Hanging Lake

George Wahl in front of Spouting Rock

Cindy Jones behind Hanging Lake Falls

We’ve driven past the highway exit for Hanging Lake for years on our way to Glenwood Springs and Palisade/Grand Junction.  I’ve been wanting to do the hike for years but we’ve always been in a hurry. This weekend however, we made time for it on our way home from the Lavender Festival in Palisade.

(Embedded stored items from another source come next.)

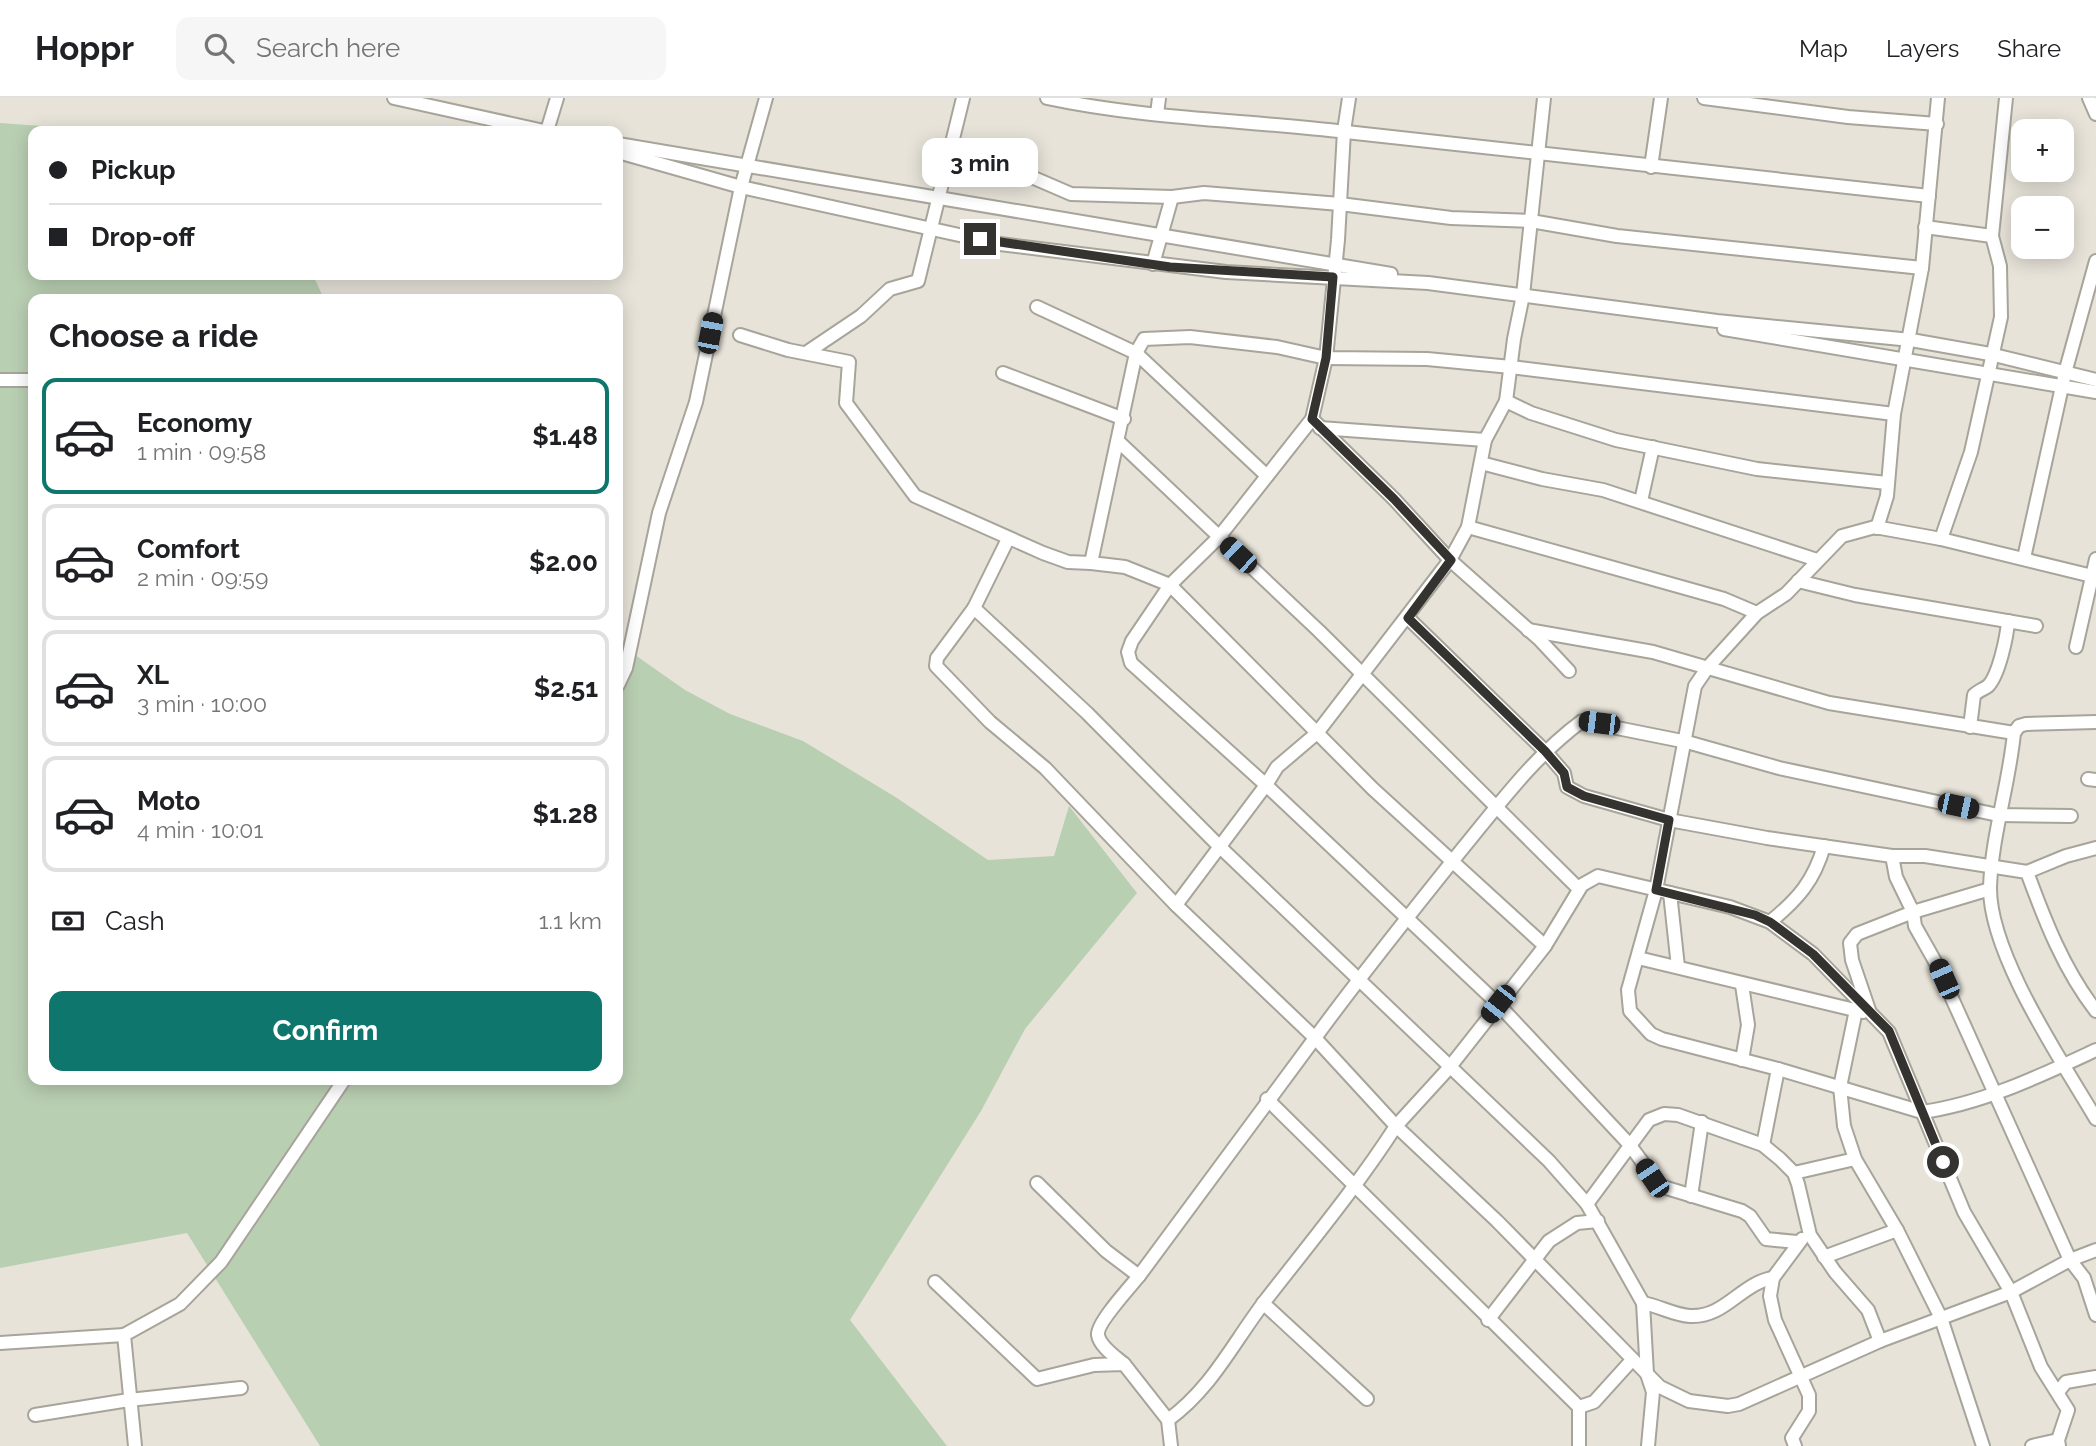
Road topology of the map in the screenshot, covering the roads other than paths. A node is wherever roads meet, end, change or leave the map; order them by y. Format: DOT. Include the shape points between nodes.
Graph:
graph roads {
  1 [pos="394,98"];
  2 [pos="557,98"];
  3 [pos="766,98"];
  4 [pos="962,98"];
  5 [pos="1047,98"];
  6 [pos="1159,98"];
  7 [pos="1349,98"];
  8 [pos="1544,98"];
  9 [pos="1661,98"];
  10 [pos="1704,98"];
  11 [pos="1938,98"];
  12 [pos="2006,98"];
  13 [pos="2089,98"];
  14 [pos="1157,114"];
  15 [pos="2096,114"];
  16 [pos="1937,124"];
  17 [pos="522,126"];
  18 [pos="547,126"];
  19 [pos="1344,131"];
  20 [pos="623,145"];
  21 [pos="623,153"];
  22 [pos="949,155"];
  23 [pos="1537,156"];
  24 [pos="1651,167"];
  25 [pos="741,187"];
  26 [pos="1172,197"];
  27 [pos="1929,197"];
  28 [pos="1340,204"];
  29 [pos="1531,221"];
  30 [pos="1925,227"];
  31 [pos="932,231"];
  32 [pos="1992,236"];
  33 [pos="2096,261"];
  34 [pos="1153,264"];
  35 [pos="1922,268"];
  36 [pos="1333,277"];
  37 [pos="1523,295"];
  38 [pos="1037,307"];
  39 [pos="740,335"];
  40 [pos="1911,340"];
  41 [pos="806,353"];
  42 [pos="1136,353"];
  43 [pos="1990,354"];
  44 [pos="1326,358"];
  45 [pos="1511,368"];
  46 [pos="1003,373"];
  47 [pos="2065,373"];
  48 [pos="0,380"];
  49 [pos="28,380"];
  50 [pos="2096,380"];
  51 [pos="2096,392"];
  52 [pos="1506,401"];
  53 [pos="1894,414"];
  54 [pos="1124,419"];
  55 [pos="1316,424"];
  56 [pos="1485,440"];
  57 [pos="1119,442"];
  58 [pos="1653,447"];
  59 [pos="1481,463"];
  60 [pos="1267,476"];
  61 [pos="1887,482"];
  62 [pos="1641,501"];
  63 [pos="1468,527"];
  64 [pos="1877,528"];
  65 [pos="1219,537"];
  66 [pos="1008,539"];
  67 [pos="1941,539"];
  68 [pos="2024,558"];
  69 [pos="2096,559"];
  70 [pos="1451,560"];
  71 [pos="1817,560"];
  72 [pos="1091,563"];
  73 [pos="2094,577"];
  74 [pos="1798,581"];
  75 [pos="1170,586"];
  76 [pos="974,608"];
  77 [pos="1757,613"];
  78 [pos="1408,618"];
  79 [pos="2008,621"];
  80 [pos="2036,626"];
  81 [pos="1528,630"];
  82 [pos="2076,647"];
  83 [pos="1708,667"];
  84 [pos="1569,671"];
  85 [pos="623,674"];
  86 [pos="1360,675"];
  87 [pos="2096,722"];
  88 [pos="1970,727"];
  89 [pos="1317,733"];
  90 [pos="2014,733"];
  91 [pos="1686,742"];
  92 [pos="1545,751"];
  93 [pos="1266,785"];
  94 [pos="1496,807"];
  95 [pos="1998,815"];
  96 [pos="2071,816"];
  97 [pos="1669,820"];
  98 [pos="1824,846"];
  99 [pos="1220,847"];
  100 [pos="2094,851"];
  101 [pos="1892,856"];
  102 [pos="1452,862"];
  103 [pos="1993,868"];
  104 [pos="2027,872"];
  105 [pos="1579,889"];
  106 [pos="1990,889"];
  107 [pos="1663,892"];
  108 [pos="1176,905"];
  109 [pos="1913,912"];
  110 [pos="1407,919"];
  111 [pos="1770,922"];
  112 [pos="1545,946"];
  113 [pos="1638,958"];
  114 [pos="1678,967"];
  115 [pos="1359,977"];
  116 [pos="1742,985"];
  117 [pos="1498,1004"];
  118 [pos="1856,1010"];
  119 [pos="2096,1011"];
  120 [pos="1870,1013"];
  121 [pos="1315,1038"];
  122 [pos="2096,1049"];
  123 [pos="1742,1060"];
  124 [pos="2064,1065"];
  125 [pos="1449,1068"];
  126 [pos="1778,1069"];
  127 [pos="341,1085"];
  128 [pos="1840,1087"];
  129 [pos="1996,1092"];
  130 [pos="1267,1099"];
  131 [pos="1922,1112"];
  132 [pos="2096,1119"];
  133 [pos="1702,1122"];
  134 [pos="1396,1126"];
  135 [pos="1629,1144"];
  136 [pos="1763,1145"];
  137 [pos="1855,1159"];
  138 [pos="1794,1173"];
  139 [pos="1037,1183"];
  140 [pos="1356,1187"];
  141 [pos="1691,1196"];
  142 [pos="1587,1204"];
  143 [pos="1598,1221"];
  144 [pos="1897,1230"];
  145 [pos="1810,1235"];
  146 [pos="1797,1242"];
  147 [pos="2096,1250"];
  148 [pos="1824,1257"];
  149 [pos="2070,1260"];
  150 [pos="1535,1261"];
  151 [pos="1139,1276"];
  152 [pos="1773,1278"];
  153 [pos="935,1282"];
  154 [pos="2011,1292"];
  155 [pos="1263,1303"];
  156 [pos="1643,1303"];
  157 [pos="2096,1315"];
  158 [pos="1941,1318"];
  159 [pos="1488,1320"];
  160 [pos="124,1335"];
  161 [pos="1880,1340"];
  162 [pos="0,1343"];
  163 [pos="1632,1360"];
  164 [pos="1124,1364"];
  165 [pos="1647,1374"];
  166 [pos="2096,1377"];
  167 [pos="1802,1378"];
  168 [pos="241,1388"];
  169 [pos="2058,1392"];
  170 [pos="1367,1399"];
  171 [pos="129,1400"];
  172 [pos="1579,1407"];
  173 [pos="35,1415"];
  174 [pos="1168,1420"];
  175 [pos="2058,1443"];
  176 [pos="135,1446"];
  177 [pos="1171,1446"];
  178 [pos="1579,1446"];
  179 [pos="1648,1446"];
  180 [pos="1795,1446"];
  181 [pos="1983,1446"];
  182 [pos="2032,1446"];
  1 -- 17 [label="street"];
  2 -- 18 [label="street"];
  3 -- 25 [label="street"];
  4 -- 22 [label="street"];
  5 -- 14 [label="street"];
  6 -- 14 [label="street"];
  7 -- 19 [label="street"];
  8 -- 23 [label="street"];
  9 -- 24 [label="street"];
  10 -- 16 [label="street"];
  11 -- 16 [label="street"];
  12 -- 32 [label="street"];
  13 -- 15 [label="street"];
  14 -- 19 [label="street"];
  16 -- 27 [label="street"];
  19 -- 23 [label="street"];
  19 -- 28 [label="street"];
  20 -- 51 [label="street"];
  21 -- 25 [label="street"];
  22 -- 26 [label="street" via="1027,175 1071,194"];
  22 -- 31 [label="street"];
  23 -- 24 [label="street"];
  23 -- 29 [label="street"];
  24 -- 27 [label="street"];
  25 -- 31 [label="street"];
  25 -- 85 [label="street" via="696,402 659,513"];
  26 -- 28 [label="street" via="1204,193"];
  26 -- 34 [label="street"];
  27 -- 30 [label="street"];
  28 -- 29 [label="street" via="1451,218"];
  28 -- 36 [label="street"];
  29 -- 35 [label="street" via="1617,236"];
  29 -- 37 [label="street"];
  30 -- 32 [label="street"];
  30 -- 35 [label="street"];
  31 -- 34 [label="street"];
  31 -- 41 [label="street" via="918,281 890,289 861,316"];
  32 -- 43 [label="street" via="2000,265 2001,317"];
  33 -- 47 [label="street"];
  34 -- 36 [label="street"];
  35 -- 40 [label="street"];
  36 -- 37 [label="street"];
  36 -- 44 [label="street"];
  37 -- 40 [label="street"];
  37 -- 45 [label="street"];
  38 -- 42 [label="street"];
  39 -- 41 [label="street"];
  40 -- 43 [label="street"];
  40 -- 53 [label="street"];
  41 -- 66 [label="street" via="849,362 846,403 915,496"];
  42 -- 44 [label="street" via="1144,339 1166,336 1277,347"];
  42 -- 54 [label="street"];
  42 -- 60 [label="street"];
  43 -- 47 [label="street"];
  43 -- 67 [label="street" via="1971,452"];
  44 -- 45 [label="street" via="1427,359"];
  44 -- 55 [label="street"];
  45 -- 52 [label="street"];
  45 -- 53 [label="street"];
  46 -- 54 [label="street"];
  47 -- 50 [label="street"];
  47 -- 68 [label="street"];
  48 -- 49 [label="street"];
  52 -- 56 [label="street"];
  52 -- 58 [label="street" via="1578,430"];
  53 -- 61 [label="street"];
  54 -- 57 [label="street"];
  55 -- 56 [label="street"];
  55 -- 60 [label="street"];
  55 -- 70 [label="street"];
  56 -- 59 [label="street"];
  57 -- 65 [label="street"];
  57 -- 72 [label="street"];
  58 -- 61 [label="street" via="1757,469"];
  58 -- 62 [label="street"];
  59 -- 62 [label="street"];
  59 -- 63 [label="street"];
  60 -- 65 [label="street"];
  61 -- 64 [label="street"];
  62 -- 71 [label="street"];
  63 -- 70 [label="street"];
  63 -- 77 [label="street" via="1724,599"];
  64 -- 67 [label="street"];
  64 -- 71 [label="street" via="1842,536"];
  65 -- 75 [label="street"];
  65 -- 86 [label="street"];
  66 -- 72 [label="street" via="1068,562"];
  66 -- 76 [label="street"];
  67 -- 68 [label="street"];
  68 -- 73 [label="street"];
  69 -- 73 [label="street"];
  70 -- 78 [label="street"];
  70 -- 81 [label="street"];
  71 -- 74 [label="street"];
  72 -- 75 [label="street" via="1125,567"];
  73 -- 82 [label="street"];
  74 -- 77 [label="street"];
  74 -- 79 [label="street"];
  75 -- 89 [label="street"];
  75 -- 93 [label="street" via="1132,641 1131,663"];
  76 -- 99 [label="street"];
  76 -- 108 [label="street" via="936,666 990,722 1045,768"];
  77 -- 83 [label="street"];
  78 -- 86 [label="street"];
  78 -- 92 [label="street"];
  79 -- 80 [label="street"];
  79 -- 88 [label="street" via="1995,675 1974,695"];
  81 -- 83 [label="street" via="1653,652"];
  81 -- 84 [label="street"];
  83 -- 88 [label="street" via="1829,703"];
  83 -- 91 [label="street" via="1695,686"];
  86 -- 89 [label="street"];
  86 -- 94 [label="street"];
  87 -- 90 [label="street" via="2026,724"];
  88 -- 90 [label="street"];
  89 -- 93 [label="street" via="1277,766"];
  89 -- 102 [label="street"];
  90 -- 95 [label="street"];
  91 -- 92 [label="street" via="1582,722"];
  91 -- 95 [label="street" via="1779,768"];
  91 -- 97 [label="street"];
  92 -- 94 [label="street"];
  92 -- 97 [label="street" via="1564,773 1567,787"];
  93 -- 99 [label="street"];
  93 -- 110 [label="street"];
  94 -- 102 [label="street"];
  94 -- 105 [label="street"];
  95 -- 96 [label="street"];
  95 -- 103 [label="street"];
  97 -- 98 [label="street"];
  97 -- 107 [label="street"];
  98 -- 101 [label="street"];
  98 -- 111 [label="street" via="1818,866 1796,901"];
  99 -- 108 [label="street"];
  99 -- 115 [label="street"];
  100 -- 104 [label="street"];
  101 -- 103 [label="street" via="1925,856"];
  101 -- 109 [label="street" via="1896,877"];
  102 -- 110 [label="street"];
  102 -- 112 [label="street"];
  103 -- 104 [label="street"];
  103 -- 106 [label="street"];
  104 -- 119 [label="street" via="2077,987"];
  105 -- 107 [label="street" via="1598,876"];
  105 -- 112 [label="street"];
  106 -- 109 [label="street"];
  106 -- 124 [label="street" via="2002,945"];
  107 -- 111 [label="street" via="1730,907"];
  107 -- 113 [label="street"];
  107 -- 114 [label="street"];
  108 -- 121 [label="street"];
  109 -- 120 [label="street" via="1857,934 1850,943"];
  109 -- 129 [label="street"];
  110 -- 115 [label="street"];
  110 -- 117 [label="street"];
  111 -- 120 [label="street" via="1813,954"];
  112 -- 117 [label="street"];
  113 -- 114 [label="street"];
  113 -- 123 [label="street" via="1628,1004 1639,1024 1662,1039"];
  114 -- 116 [label="street"];
  115 -- 121 [label="street"];
  115 -- 125 [label="street"];
  116 -- 118 [label="street"];
  116 -- 123 [label="street" via="1748,1025"];
  117 -- 125 [label="street"];
  117 -- 135 [label="street"];
  118 -- 120 [label="street"];
  118 -- 128 [label="street"];
  120 -- 131 [label="street" via="1889,1031"];
  121 -- 130 [label="street"];
  121 -- 134 [label="street"];
  122 -- 124 [label="street"];
  123 -- 126 [label="street"];
  124 -- 129 [label="street"];
  124 -- 132 [label="street"];
  125 -- 134 [label="street"];
  125 -- 142 [label="street" via="1549,1161"];
  126 -- 128 [label="street"];
  126 -- 136 [label="street"];
  127 -- 160 [label="street" via="221,1262 180,1304"];
  128 -- 131 [label="street"];
  128 -- 137 [label="street" via="1844,1126"];
  129 -- 131 [label="street"];
  129 -- 149 [label="street"];
  130 -- 140 [label="street"];
  130 -- 151 [label="street"];
  131 -- 154 [label="street" via="1964,1212"];
  133 -- 135 [label="street" via="1664,1114 1649,1120"];
  133 -- 136 [label="street"];
  133 -- 141 [label="street"];
  134 -- 140 [label="street"];
  134 -- 150 [label="street"];
  135 -- 141 [label="street" via="1660,1186"];
  135 -- 142 [label="street"];
  136 -- 138 [label="street"];
  137 -- 138 [label="street"];
  137 -- 144 [label="street"];
  138 -- 145 [label="street"];
  139 -- 151 [label="street" via="1106,1251"];
  140 -- 155 [label="street"];
  140 -- 159 [label="street"];
  141 -- 146 [label="street" via="1742,1211 1766,1239"];
  142 -- 143 [label="street"];
  143 -- 150 [label="street" via="1577,1223 1561,1233"];
  143 -- 156 [label="street"];
  144 -- 148 [label="street"];
  144 -- 158 [label="street"];
  145 -- 146 [label="street"];
  145 -- 148 [label="street"];
  146 -- 152 [label="street"];
  147 -- 149 [label="street"];
  148 -- 161 [label="street" via="1868,1310"];
  149 -- 154 [label="street"];
  149 -- 157 [label="street" via="2084,1278"];
  150 -- 159 [label="street"];
  150 -- 163 [label="street"];
  151 -- 164 [label="street" via="1100,1323 1098,1334 1102,1344"];
  152 -- 156 [label="street" via="1754,1284 1722,1309 1705,1315 1690,1316"];
  152 -- 167 [label="street" via="1770,1307"];
  153 -- 164 [label="street" via="1037,1379 1094,1365"];
  154 -- 158 [label="street"];
  154 -- 169 [label="street" via="2041,1367"];
  155 -- 170 [label="street"];
  155 -- 174 [label="street" via="1227,1358 1188,1405"];
  156 -- 165 [label="street"];
  158 -- 161 [label="street"];
  158 -- 181 [label="street"];
  159 -- 172 [label="street"];
  160 -- 162 [label="street"];
  160 -- 171 [label="street"];
  161 -- 167 [label="street"];
  163 -- 165 [label="street"];
  163 -- 172 [label="street" via="1594,1402"];
  164 -- 174 [label="street"];
  165 -- 167 [label="street" via="1660,1387 1689,1401 1728,1406"];
  165 -- 179 [label="street" via="1653,1392"];
  166 -- 169 [label="street" via="2066,1382"];
  167 -- 180 [label="street" via="1809,1411 1792,1438"];
  168 -- 171 [label="street"];
  169 -- 175 [label="street" via="2068,1410"];
  171 -- 173 [label="street"];
  171 -- 176 [label="street"];
  172 -- 178 [label="street"];
  174 -- 177 [label="street"];
  175 -- 182 [label="street"];
}
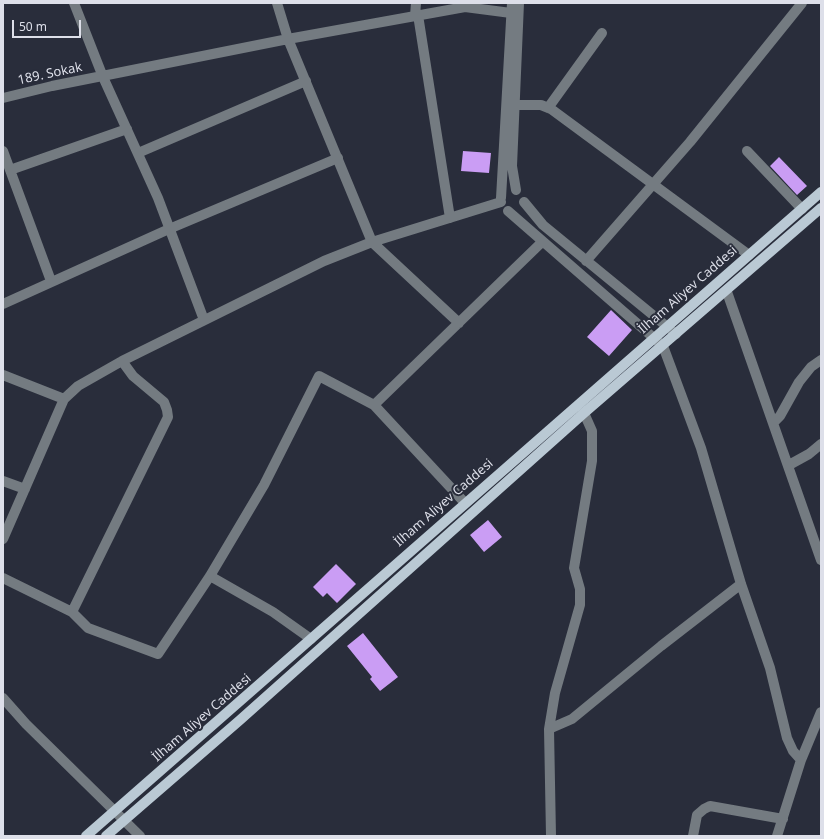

The sign says that the trail is just over a mile, but its the hardest one mile hike I’ve ever done; a steep rocky
trail with boulders to climb over and a 1000 ft vertical climb. The trail follows Dead Horse Creek which has quite a few nice water features. Its a very popular hike so the trail is crowed, as well as the parking lot. 
Once we made it to the lake though, I was stunned. It is perhaps the most amazing natural landscape I’ve ever seen. The shallow lake was a light turquoise with a broad dripping waterfall behind it. The color is said to be due to travertine (limestone) sediments which makes the shoreline very fragile. Because of this the lake is surrounded in a boardwalk with benches to keep hikers away from the water. You can follow the boardwalk to the end where it meets a trail that takes you to the edge of the waterfall. Its always thrilling to be to be on the backside of a waterfall.

We took the short and relatively easy trail from the lake up to Sprouting Rock, a second waterfall that just juts out of a rock and then feeds the waterfalls at Hanging Lake. The back side of this waterfall is also accessible. I’ve always wanted to shower in a waterfall, but didn’t think this was the place to do so.

Hanging Lake is an amazing place to see and if you are like me and have been driving past on I-70 through Glenwood Canyon without stopping you should find the time for the hike. I might have to name one of our Colorado Aromatics products after Hanging Lake.